** Opening Exercise inputs block **
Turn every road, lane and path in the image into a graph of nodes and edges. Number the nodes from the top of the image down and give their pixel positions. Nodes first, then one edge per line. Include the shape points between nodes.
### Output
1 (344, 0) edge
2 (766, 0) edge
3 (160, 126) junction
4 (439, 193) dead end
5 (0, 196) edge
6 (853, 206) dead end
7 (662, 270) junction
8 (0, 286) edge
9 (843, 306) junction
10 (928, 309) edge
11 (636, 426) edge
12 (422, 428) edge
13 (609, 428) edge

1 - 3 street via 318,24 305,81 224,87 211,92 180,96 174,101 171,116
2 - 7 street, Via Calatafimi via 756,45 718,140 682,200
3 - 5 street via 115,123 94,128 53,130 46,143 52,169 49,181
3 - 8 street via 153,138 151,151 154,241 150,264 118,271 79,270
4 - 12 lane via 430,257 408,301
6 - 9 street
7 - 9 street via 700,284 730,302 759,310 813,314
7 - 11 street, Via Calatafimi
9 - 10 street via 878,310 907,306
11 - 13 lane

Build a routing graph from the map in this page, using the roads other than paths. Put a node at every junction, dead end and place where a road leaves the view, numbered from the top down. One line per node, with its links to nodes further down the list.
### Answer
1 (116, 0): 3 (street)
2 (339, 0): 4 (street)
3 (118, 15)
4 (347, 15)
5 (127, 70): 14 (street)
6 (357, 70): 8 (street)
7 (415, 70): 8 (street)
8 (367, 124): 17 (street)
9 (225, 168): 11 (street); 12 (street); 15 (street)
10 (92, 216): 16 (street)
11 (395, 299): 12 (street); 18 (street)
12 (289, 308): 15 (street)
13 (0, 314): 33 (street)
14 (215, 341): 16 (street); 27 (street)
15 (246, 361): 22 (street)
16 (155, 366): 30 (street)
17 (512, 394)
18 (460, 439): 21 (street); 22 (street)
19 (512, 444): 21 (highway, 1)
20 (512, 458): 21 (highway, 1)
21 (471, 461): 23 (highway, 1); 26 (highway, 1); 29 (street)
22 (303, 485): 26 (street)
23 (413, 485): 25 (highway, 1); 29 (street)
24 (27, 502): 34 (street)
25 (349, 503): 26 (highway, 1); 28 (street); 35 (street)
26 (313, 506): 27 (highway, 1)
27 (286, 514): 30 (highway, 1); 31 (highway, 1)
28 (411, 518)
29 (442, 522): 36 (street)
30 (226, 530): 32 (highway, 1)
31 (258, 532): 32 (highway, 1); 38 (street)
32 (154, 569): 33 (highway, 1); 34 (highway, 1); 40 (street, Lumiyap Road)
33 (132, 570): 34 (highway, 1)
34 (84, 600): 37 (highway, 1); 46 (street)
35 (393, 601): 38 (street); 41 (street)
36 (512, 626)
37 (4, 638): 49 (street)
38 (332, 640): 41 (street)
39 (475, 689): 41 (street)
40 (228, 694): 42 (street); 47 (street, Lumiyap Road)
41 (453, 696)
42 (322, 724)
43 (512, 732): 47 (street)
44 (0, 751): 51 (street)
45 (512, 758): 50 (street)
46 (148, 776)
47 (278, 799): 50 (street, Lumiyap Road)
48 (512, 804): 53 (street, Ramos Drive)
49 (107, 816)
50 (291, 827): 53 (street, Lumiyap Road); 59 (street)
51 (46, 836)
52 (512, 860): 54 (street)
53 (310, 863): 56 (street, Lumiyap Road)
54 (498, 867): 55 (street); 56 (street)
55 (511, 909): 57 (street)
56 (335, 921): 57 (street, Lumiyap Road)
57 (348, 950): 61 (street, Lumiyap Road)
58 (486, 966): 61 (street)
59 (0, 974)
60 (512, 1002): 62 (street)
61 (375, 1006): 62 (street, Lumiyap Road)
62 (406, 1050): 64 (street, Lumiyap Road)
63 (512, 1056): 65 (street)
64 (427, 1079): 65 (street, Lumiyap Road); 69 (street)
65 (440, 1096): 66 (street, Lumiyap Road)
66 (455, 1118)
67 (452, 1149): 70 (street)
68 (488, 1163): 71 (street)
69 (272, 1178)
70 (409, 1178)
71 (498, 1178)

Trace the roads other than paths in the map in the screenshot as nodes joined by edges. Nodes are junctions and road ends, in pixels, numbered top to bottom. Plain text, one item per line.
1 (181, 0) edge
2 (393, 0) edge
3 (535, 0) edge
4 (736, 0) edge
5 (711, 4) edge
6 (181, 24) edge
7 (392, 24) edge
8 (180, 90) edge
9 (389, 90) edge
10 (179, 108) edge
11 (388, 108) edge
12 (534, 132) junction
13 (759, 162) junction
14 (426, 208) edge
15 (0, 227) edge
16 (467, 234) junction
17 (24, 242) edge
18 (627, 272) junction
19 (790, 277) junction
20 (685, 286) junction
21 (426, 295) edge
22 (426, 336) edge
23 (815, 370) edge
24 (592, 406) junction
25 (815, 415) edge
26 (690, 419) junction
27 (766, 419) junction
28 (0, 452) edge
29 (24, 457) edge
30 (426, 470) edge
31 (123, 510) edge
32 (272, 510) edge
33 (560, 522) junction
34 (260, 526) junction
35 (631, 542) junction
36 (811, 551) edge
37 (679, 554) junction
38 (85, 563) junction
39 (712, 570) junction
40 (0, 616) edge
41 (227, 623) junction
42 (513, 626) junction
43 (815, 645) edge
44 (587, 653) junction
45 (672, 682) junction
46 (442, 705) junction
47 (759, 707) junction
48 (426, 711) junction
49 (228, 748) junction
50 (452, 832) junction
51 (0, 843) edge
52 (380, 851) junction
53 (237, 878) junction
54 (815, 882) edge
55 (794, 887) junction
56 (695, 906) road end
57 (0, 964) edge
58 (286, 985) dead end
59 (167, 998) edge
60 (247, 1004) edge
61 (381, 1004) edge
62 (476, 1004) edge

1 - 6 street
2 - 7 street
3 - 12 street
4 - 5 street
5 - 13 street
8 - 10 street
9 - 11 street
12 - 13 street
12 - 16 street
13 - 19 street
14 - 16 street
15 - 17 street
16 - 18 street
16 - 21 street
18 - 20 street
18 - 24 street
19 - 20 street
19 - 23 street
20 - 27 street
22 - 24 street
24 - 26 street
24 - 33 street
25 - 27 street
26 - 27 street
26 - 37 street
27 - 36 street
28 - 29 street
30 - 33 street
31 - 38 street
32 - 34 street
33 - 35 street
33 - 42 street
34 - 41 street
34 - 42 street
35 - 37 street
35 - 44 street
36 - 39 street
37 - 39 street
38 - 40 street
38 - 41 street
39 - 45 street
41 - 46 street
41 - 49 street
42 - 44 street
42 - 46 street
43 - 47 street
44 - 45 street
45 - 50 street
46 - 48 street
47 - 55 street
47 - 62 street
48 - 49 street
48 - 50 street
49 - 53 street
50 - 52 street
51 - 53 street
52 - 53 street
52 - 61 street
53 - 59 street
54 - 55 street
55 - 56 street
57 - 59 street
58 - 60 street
** Closing Exercise inputs block **
# What you need to do
All of the entries above should be written out again exactly.

# Problem solution
Turn every road, lane and path in the image into a graph of nodes and edges. Number the nodes from the top of the image down and give their pixel positions. Nodes first, then one edge per line. Include the shape points between nodes.
### Output
1 (344, 0) edge
2 (766, 0) edge
3 (160, 126) junction
4 (439, 193) dead end
5 (0, 196) edge
6 (853, 206) dead end
7 (662, 270) junction
8 (0, 286) edge
9 (843, 306) junction
10 (928, 309) edge
11 (636, 426) edge
12 (422, 428) edge
13 (609, 428) edge

1 - 3 street via 318,24 305,81 224,87 211,92 180,96 174,101 171,116
2 - 7 street, Via Calatafimi via 756,45 718,140 682,200
3 - 5 street via 115,123 94,128 53,130 46,143 52,169 49,181
3 - 8 street via 153,138 151,151 154,241 150,264 118,271 79,270
4 - 12 lane via 430,257 408,301
6 - 9 street
7 - 9 street via 700,284 730,302 759,310 813,314
7 - 11 street, Via Calatafimi
9 - 10 street via 878,310 907,306
11 - 13 lane

Build a routing graph from the map in this page, using the roads other than paths. Put a node at every junction, dead end and place where a road leaves the view, numbered from the top down. One line per node, with its links to nodes further down the list.
### Answer
1 (116, 0): 3 (street)
2 (339, 0): 4 (street)
3 (118, 15)
4 (347, 15)
5 (127, 70): 14 (street)
6 (357, 70): 8 (street)
7 (415, 70): 8 (street)
8 (367, 124): 17 (street)
9 (225, 168): 11 (street); 12 (street); 15 (street)
10 (92, 216): 16 (street)
11 (395, 299): 12 (street); 18 (street)
12 (289, 308): 15 (street)
13 (0, 314): 33 (street)
14 (215, 341): 16 (street); 27 (street)
15 (246, 361): 22 (street)
16 (155, 366): 30 (street)
17 (512, 394)
18 (460, 439): 21 (street); 22 (street)
19 (512, 444): 21 (highway, 1)
20 (512, 458): 21 (highway, 1)
21 (471, 461): 23 (highway, 1); 26 (highway, 1); 29 (street)
22 (303, 485): 26 (street)
23 (413, 485): 25 (highway, 1); 29 (street)
24 (27, 502): 34 (street)
25 (349, 503): 26 (highway, 1); 28 (street); 35 (street)
26 (313, 506): 27 (highway, 1)
27 (286, 514): 30 (highway, 1); 31 (highway, 1)
28 (411, 518)
29 (442, 522): 36 (street)
30 (226, 530): 32 (highway, 1)
31 (258, 532): 32 (highway, 1); 38 (street)
32 (154, 569): 33 (highway, 1); 34 (highway, 1); 40 (street, Lumiyap Road)
33 (132, 570): 34 (highway, 1)
34 (84, 600): 37 (highway, 1); 46 (street)
35 (393, 601): 38 (street); 41 (street)
36 (512, 626)
37 (4, 638): 49 (street)
38 (332, 640): 41 (street)
39 (475, 689): 41 (street)
40 (228, 694): 42 (street); 47 (street, Lumiyap Road)
41 (453, 696)
42 (322, 724)
43 (512, 732): 47 (street)
44 (0, 751): 51 (street)
45 (512, 758): 50 (street)
46 (148, 776)
47 (278, 799): 50 (street, Lumiyap Road)
48 (512, 804): 53 (street, Ramos Drive)
49 (107, 816)
50 (291, 827): 53 (street, Lumiyap Road); 59 (street)
51 (46, 836)
52 (512, 860): 54 (street)
53 (310, 863): 56 (street, Lumiyap Road)
54 (498, 867): 55 (street); 56 (street)
55 (511, 909): 57 (street)
56 (335, 921): 57 (street, Lumiyap Road)
57 (348, 950): 61 (street, Lumiyap Road)
58 (486, 966): 61 (street)
59 (0, 974)
60 (512, 1002): 62 (street)
61 (375, 1006): 62 (street, Lumiyap Road)
62 (406, 1050): 64 (street, Lumiyap Road)
63 (512, 1056): 65 (street)
64 (427, 1079): 65 (street, Lumiyap Road); 69 (street)
65 (440, 1096): 66 (street, Lumiyap Road)
66 (455, 1118)
67 (452, 1149): 70 (street)
68 (488, 1163): 71 (street)
69 (272, 1178)
70 (409, 1178)
71 (498, 1178)

Trace the roads other than paths in the map in the screenshot as nodes joined by edges. Nodes are junctions and road ends, in pixels, numbered top to bottom. Plain text, one item per line.
1 (181, 0) edge
2 (393, 0) edge
3 (535, 0) edge
4 (736, 0) edge
5 (711, 4) edge
6 (181, 24) edge
7 (392, 24) edge
8 (180, 90) edge
9 (389, 90) edge
10 (179, 108) edge
11 (388, 108) edge
12 (534, 132) junction
13 (759, 162) junction
14 (426, 208) edge
15 (0, 227) edge
16 (467, 234) junction
17 (24, 242) edge
18 (627, 272) junction
19 (790, 277) junction
20 (685, 286) junction
21 (426, 295) edge
22 (426, 336) edge
23 (815, 370) edge
24 (592, 406) junction
25 (815, 415) edge
26 (690, 419) junction
27 (766, 419) junction
28 (0, 452) edge
29 (24, 457) edge
30 (426, 470) edge
31 (123, 510) edge
32 (272, 510) edge
33 (560, 522) junction
34 (260, 526) junction
35 (631, 542) junction
36 (811, 551) edge
37 (679, 554) junction
38 (85, 563) junction
39 (712, 570) junction
40 (0, 616) edge
41 (227, 623) junction
42 (513, 626) junction
43 (815, 645) edge
44 (587, 653) junction
45 (672, 682) junction
46 (442, 705) junction
47 (759, 707) junction
48 (426, 711) junction
49 (228, 748) junction
50 (452, 832) junction
51 (0, 843) edge
52 (380, 851) junction
53 (237, 878) junction
54 (815, 882) edge
55 (794, 887) junction
56 (695, 906) road end
57 (0, 964) edge
58 (286, 985) dead end
59 (167, 998) edge
60 (247, 1004) edge
61 (381, 1004) edge
62 (476, 1004) edge

1 - 6 street
2 - 7 street
3 - 12 street
4 - 5 street
5 - 13 street
8 - 10 street
9 - 11 street
12 - 13 street
12 - 16 street
13 - 19 street
14 - 16 street
15 - 17 street
16 - 18 street
16 - 21 street
18 - 20 street
18 - 24 street
19 - 20 street
19 - 23 street
20 - 27 street
22 - 24 street
24 - 26 street
24 - 33 street
25 - 27 street
26 - 27 street
26 - 37 street
27 - 36 street
28 - 29 street
30 - 33 street
31 - 38 street
32 - 34 street
33 - 35 street
33 - 42 street
34 - 41 street
34 - 42 street
35 - 37 street
35 - 44 street
36 - 39 street
37 - 39 street
38 - 40 street
38 - 41 street
39 - 45 street
41 - 46 street
41 - 49 street
42 - 44 street
42 - 46 street
43 - 47 street
44 - 45 street
45 - 50 street
46 - 48 street
47 - 55 street
47 - 62 street
48 - 49 street
48 - 50 street
49 - 53 street
50 - 52 street
51 - 53 street
52 - 53 street
52 - 61 street
53 - 59 street
54 - 55 street
55 - 56 street
57 - 59 street
58 - 60 street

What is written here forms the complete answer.